======== Excerpted records ========

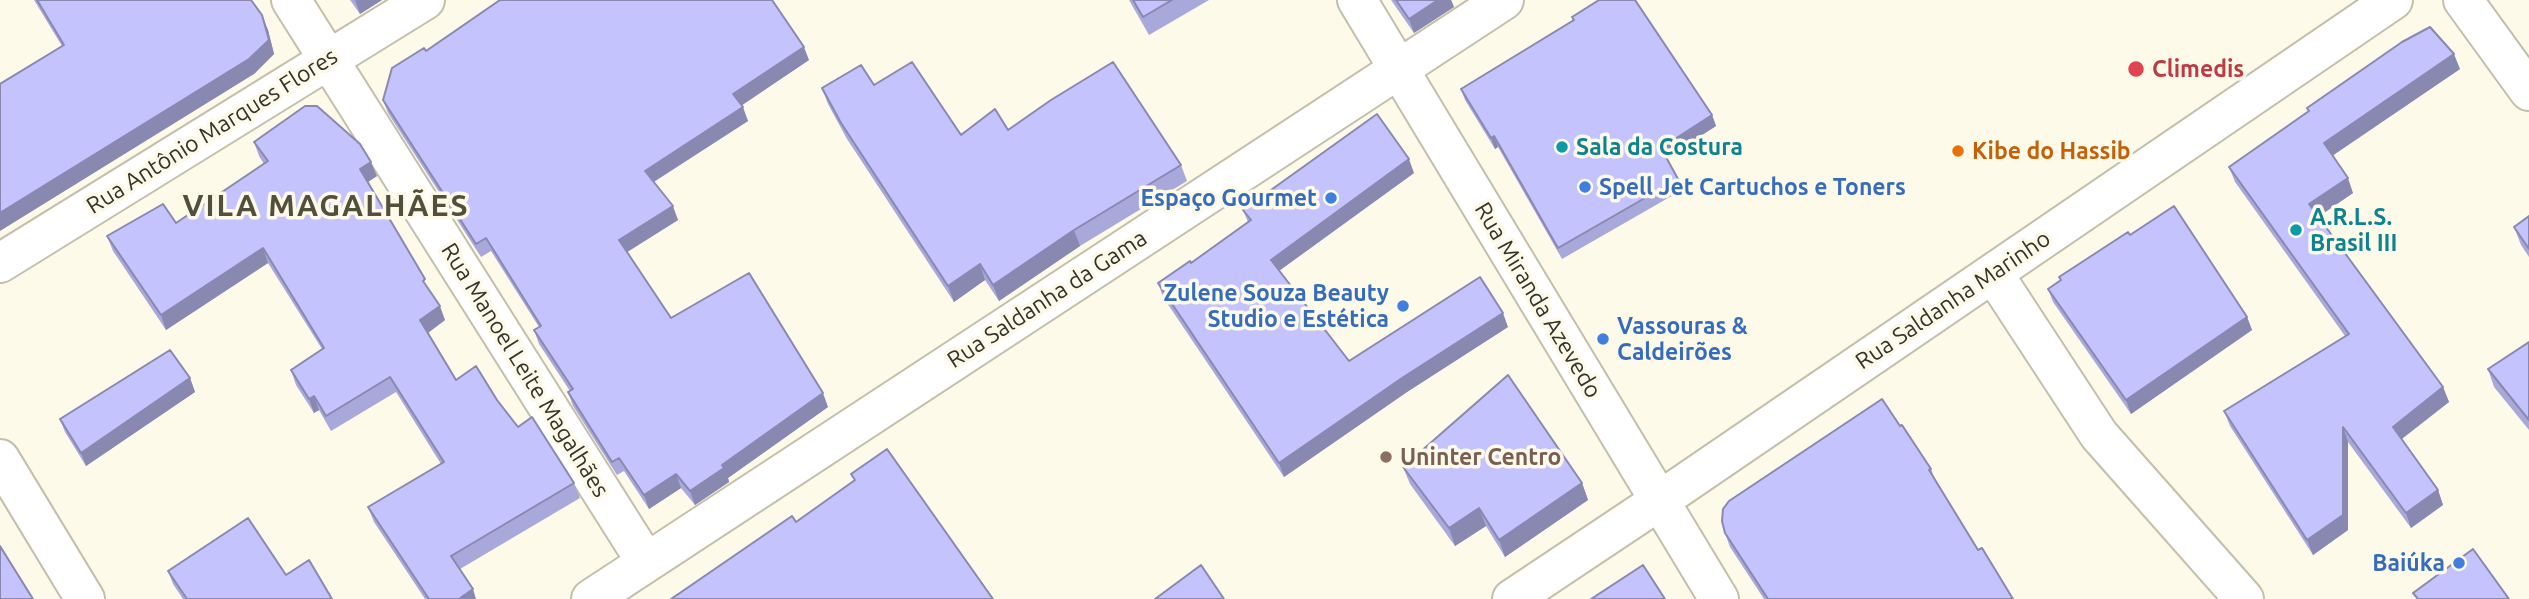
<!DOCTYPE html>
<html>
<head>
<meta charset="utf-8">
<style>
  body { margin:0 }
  canvas { display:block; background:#fefae9 }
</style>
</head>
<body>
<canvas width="2529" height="599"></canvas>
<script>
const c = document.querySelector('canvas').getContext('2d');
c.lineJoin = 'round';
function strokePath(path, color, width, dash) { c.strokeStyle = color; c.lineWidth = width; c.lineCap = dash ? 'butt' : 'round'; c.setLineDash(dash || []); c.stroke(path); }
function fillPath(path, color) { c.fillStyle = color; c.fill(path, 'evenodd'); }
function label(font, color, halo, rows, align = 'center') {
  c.font = font + ' Ubuntu,sans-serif'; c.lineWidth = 7; c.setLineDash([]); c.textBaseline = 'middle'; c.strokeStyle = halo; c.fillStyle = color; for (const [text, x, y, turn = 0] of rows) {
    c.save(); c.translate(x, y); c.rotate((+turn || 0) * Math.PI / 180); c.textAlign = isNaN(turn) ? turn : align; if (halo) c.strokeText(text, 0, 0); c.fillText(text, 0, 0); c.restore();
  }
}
const minor = new Path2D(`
  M 291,0 L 646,562
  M 1357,0 L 1719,599
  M 2463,0 L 2529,91
  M 0,263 L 425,0
  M 1993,273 L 2099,435 L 2244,599
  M 0,459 L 85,599
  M 591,599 L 1504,0
  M 1512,599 L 1659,501 L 2393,0`);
strokePath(minor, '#c3bfaa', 42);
strokePath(minor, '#fff', 38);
fillPath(new Path2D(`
  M 34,0 L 251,0 L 268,30 L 274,54 L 254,74 L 62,46 Z
  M 350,0 L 382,0 L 360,14 Z
  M 1129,0 L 1209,0 L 1149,35 Z
  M 1391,0 L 1451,0 L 1454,7 L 1414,33 Z
  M 1572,17 L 1712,115 L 1716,126 L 1666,158 L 1678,179 L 1682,190 L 1562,259 L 1498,147 L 1495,149 L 1465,100 L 1461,89 L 1573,20 Z
  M 426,51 L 809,60 L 741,105 L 748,121 L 654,182 L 678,220 L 627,252 L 671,318 L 828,407 L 728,478 L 729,482 L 695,505 L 681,488 L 649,509 L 624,471 L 617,475 L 573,406 L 568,392 L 570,391 L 539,344 L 534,330 L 539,327 L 491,251 L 481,257 L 388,113 L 383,100 Z
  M 2460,69 L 2332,156 L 2353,193 L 2318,217 L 2443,387 L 2449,402 L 2401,439 L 2438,490 L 2443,505 L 2411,528 L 2348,442 L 2348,530 L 2313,555 L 2230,426 L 2224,411 L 2345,336 L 2235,182 L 2229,167 L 2308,111 L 2307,108 Z
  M 874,85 L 961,135 L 1008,130 L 1181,165 L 1187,181 L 1080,246 L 999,301 L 985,280 L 954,302 L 847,139 L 828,104 L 822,88 Z
  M 254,142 L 377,176 L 367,182 L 445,320 L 428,333 L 456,380 L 497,400 L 518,427 L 574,483 L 580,498 L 460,569 L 476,599 L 425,599 L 374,522 L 368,507 L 441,464 L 396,392 L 331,431 L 319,410 L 314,413 L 296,385 L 291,370 L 322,349 L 268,263 L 166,330 L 113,251 L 107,236 L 176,223 L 264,164 L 259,156 Z
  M 1414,173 L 1279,271 L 1349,361 L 1508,327 L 1407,392 L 1284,477 L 1163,297 L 1158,283 L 1191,263 L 1248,222 L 1243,210 Z
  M 2529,216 L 2529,257 L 2521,245 L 2514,227 Z
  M 2130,235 L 2247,317 L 2252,330 L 2131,414 L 2053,302 L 2048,289 L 2061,280 L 2059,277 Z
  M 2529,342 L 2529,430 L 2494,387 L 2488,369 Z
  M 190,378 L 195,392 L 86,466 L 65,432 L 60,419 Z
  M 1900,426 L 1931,469 L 1936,482 L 1978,550 L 2013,599 L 1764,599 L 1730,547 L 1725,533 Z
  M 1403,467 L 1582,483 L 1588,500 L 1505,557 L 1486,526 L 1455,546 L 1410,484 Z
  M 168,571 L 286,575 L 332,599 L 183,599 L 173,584 Z`), '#a9a8da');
fillPath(new Path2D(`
  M 355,0 L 382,0 L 360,14 Z
  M 1438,0 L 1451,0 L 1454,7 L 1414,33 L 1409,19 Z
  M 262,15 L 268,30 L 274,54 L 254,74 L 0,231 L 0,213 Z
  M 804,47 L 809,60 L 738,108 L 733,94 Z
  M 2454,54 L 2460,69 L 2329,158 L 2324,143 Z
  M 743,107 L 748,121 L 650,184 L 645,171 Z
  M 1712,115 L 1716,126 L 1665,159 L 1661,148 Z
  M 1494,136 L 1498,147 L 1495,149 L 1491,138 Z
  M 1409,159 L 1414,173 L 1276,273 L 1271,260 Z
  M 371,162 L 377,176 L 365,184 L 360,169 Z
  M 2348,178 L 2353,193 L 2315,219 L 2309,204 Z
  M 673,206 L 678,220 L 624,254 L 619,240 Z
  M 1074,230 L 1080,246 L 999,301 L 993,285 Z
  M 263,248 L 268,263 L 166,330 L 161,315 Z
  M 980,264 L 985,280 L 954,302 L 948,286 Z
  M 440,306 L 445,320 L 425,335 L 420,320 Z
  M 1503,313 L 1508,327 L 1407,392 L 1284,477 L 1279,463 L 1402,378 Z
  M 2247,317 L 2252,330 L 2131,414 L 2126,400 Z
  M 190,378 L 195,392 L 86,466 L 81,453 Z
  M 2443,387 L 2449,402 L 2398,442 L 2393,427 Z
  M 823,393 L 828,407 L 728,478 L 729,482 L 695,505 L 690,491 L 722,465 Z
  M 314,396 L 319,410 L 314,413 L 309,399 Z
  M 2343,427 L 2348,442 L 2348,530 L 2313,555 L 2307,540 Z
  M 676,474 L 681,488 L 649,509 L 644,495 Z
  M 1582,483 L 1588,500 L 1505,557 L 1499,540 Z
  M 2438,490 L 2443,505 L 2411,528 L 2406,513 Z
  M 1479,508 L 1486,526 L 1455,546 L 1449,528 Z
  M 473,589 L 476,599 L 459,599 Z`), '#8988b1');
const building = new Path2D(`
  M 37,0 L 251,0 L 262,15 L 269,40 L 249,59 L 0,213 L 0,84 L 64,45 Z
  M 500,0 L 772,0 L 804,47 L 733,94 L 743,107 L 645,171 L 673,206 L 619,240 L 671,318 L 749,273 L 823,393 L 722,465 L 724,468 L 690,491 L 676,474 L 644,495 L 619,458 L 612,462 L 568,392 L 573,389 L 534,330 L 541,326 L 486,238 L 476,244 L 383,100 L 392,68 L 424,48 L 426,51 Z
  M 1133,0 L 1172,0 L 1143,17 Z
  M 1396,0 L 1438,0 L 1409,19 Z
  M 1599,0 L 1635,0 L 1712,115 L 1661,148 L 1678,179 L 1558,248 L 1494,136 L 1491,138 L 1461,89 L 1574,20 L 1572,17 Z
  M 2430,27 L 2454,54 L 2324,143 L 2348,178 L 2309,204 L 2443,387 L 2393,427 L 2438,490 L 2406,513 L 2343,427 L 2343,515 L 2307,540 L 2224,411 L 2349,334 L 2229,167 L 2309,111 L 2307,108 L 2402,42 Z
  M 912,62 L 961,135 L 995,109 L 1008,130 L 1051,100 L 1113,62 L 1181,165 L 1074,230 L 993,285 L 980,264 L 948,286 L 841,123 L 822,88 L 861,65 L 874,85 Z
  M 305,106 L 317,106 L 360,144 L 371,162 L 360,169 L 425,279 L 423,281 L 440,306 L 420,320 L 456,380 L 476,366 L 497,400 L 518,427 L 532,417 L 574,483 L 451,556 L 473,589 L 459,599 L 429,599 L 368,507 L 444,462 L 390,377 L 326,416 L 314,396 L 309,399 L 291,370 L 324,348 L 263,248 L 161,315 L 107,236 L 163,204 L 176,223 L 268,161 L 254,142 Z
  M 1377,114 L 1409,159 L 1271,260 L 1349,361 L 1480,277 L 1503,313 L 1402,378 L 1279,463 L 1158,283 L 1190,261 L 1191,263 L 1251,220 L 1243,210 Z
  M 2174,206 L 2247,317 L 2126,400 L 2048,289 L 2061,280 L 2059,277 L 2128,232 L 2130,235 Z
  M 2529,216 L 2529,249 L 2514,227 Z
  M 2529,342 L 2529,420 L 2488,369 Z
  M 170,350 L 190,378 L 81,453 L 60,419 Z
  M 1508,375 L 1582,483 L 1499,540 L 1479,508 L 1449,528 L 1403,467 Z
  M 1882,399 L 1900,426 L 1902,425 L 1931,469 L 1929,470 L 1978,550 L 1982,548 L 2013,599 L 1768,599 L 1725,533 L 1722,521 L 1723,509 L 1729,501 Z
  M 887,449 L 993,599 L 671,599 L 792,516 L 796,522 L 855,480 L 851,474 Z
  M 248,518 L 286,575 L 309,560 L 332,599 L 187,599 L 168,571 Z
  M 0,546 L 33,599 L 0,599 Z
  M 2473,549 L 2509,599 L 2418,599 L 2413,593 Z
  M 1201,565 L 1224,599 L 1155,599 Z
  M 1643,565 L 1665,599 L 1591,599 Z`);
fillPath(building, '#c4c3fd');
strokePath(building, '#8988b1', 2);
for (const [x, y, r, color] of [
  [2136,69,9,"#e0444e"],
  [1562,147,7,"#0f9aa8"],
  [1958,151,7,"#e8710a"],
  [1585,187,7,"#3f7fe0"],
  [1331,198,7,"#3f7fe0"],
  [2296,230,7,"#0f9aa8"],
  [1403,306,7,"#3f7fe0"],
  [1603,339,7,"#3f7fe0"],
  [1386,457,7,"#8d6e63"],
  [2459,563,7,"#3f7fe0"]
]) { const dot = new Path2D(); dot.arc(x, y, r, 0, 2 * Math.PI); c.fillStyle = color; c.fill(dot); strokePath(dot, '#fefae9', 2.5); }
label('bold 23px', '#be3a42', '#fefae9', [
  ["Climedis",2152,69]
], 'left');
label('23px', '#34322a', '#fefae9', [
  ["Rua Antônio Marques Flores",212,131,-32],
  ["Rua Saldanha da Gama",1047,299,-33],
  ["Rua Miranda Azevedo",1538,300,59],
  ["Rua Saldanha Marinho",1953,300,-34],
  ["Rua Manoel Leite Magalhães",525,370,58]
]);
label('bold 23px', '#0d838f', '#fefae9', [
  ["Sala da Costura",1576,147],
  ["A.R.L.S.",2310,217],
  ["Brasil III",2310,243]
], 'left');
label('bold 23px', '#c56008', '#fefae9', [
  ["Kibe do Hassib",1972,151]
], 'left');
label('bold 23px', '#366cbe', '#fefae9', [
  ["Spell Jet Cartuchos e Toners",1599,187,"left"],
  ["Espaço Gourmet",1317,198],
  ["Zulene Souza Beauty",1389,293],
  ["Studio e Estética",1389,319],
  ["Vassouras &",1617,326,"left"],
  ["Caldeirões",1617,352,"left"],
  ["Baiúka",2445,563]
], 'right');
label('bold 23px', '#785e54', '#fefae9', [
  ["Uninter Centro",1400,457]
], 'left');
c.letterSpacing = '2px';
label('bold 30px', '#534f3d', '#fefae9', [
  ["VILA MAGALHÃES",326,206]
]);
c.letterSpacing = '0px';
</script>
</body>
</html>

========

Directions for this task >> Some lines in the data above hold the string "turn". Find and copy each of them.

Task answer >>
  c.font = font + ' Ubuntu,sans-serif'; c.lineWidth = 7; c.setLineDash([]); c.textBaseline = 'middle'; c.strokeStyle = halo; c.fillStyle = color; for (const [text, x, y, turn = 0] of rows) {
    c.save(); c.translate(x, y); c.rotate((+turn || 0) * Math.PI / 180); c.textAlign = isNaN(turn) ? turn : align; if (halo) c.strokeText(text, 0, 0); c.fillText(text, 0, 0); c.restore();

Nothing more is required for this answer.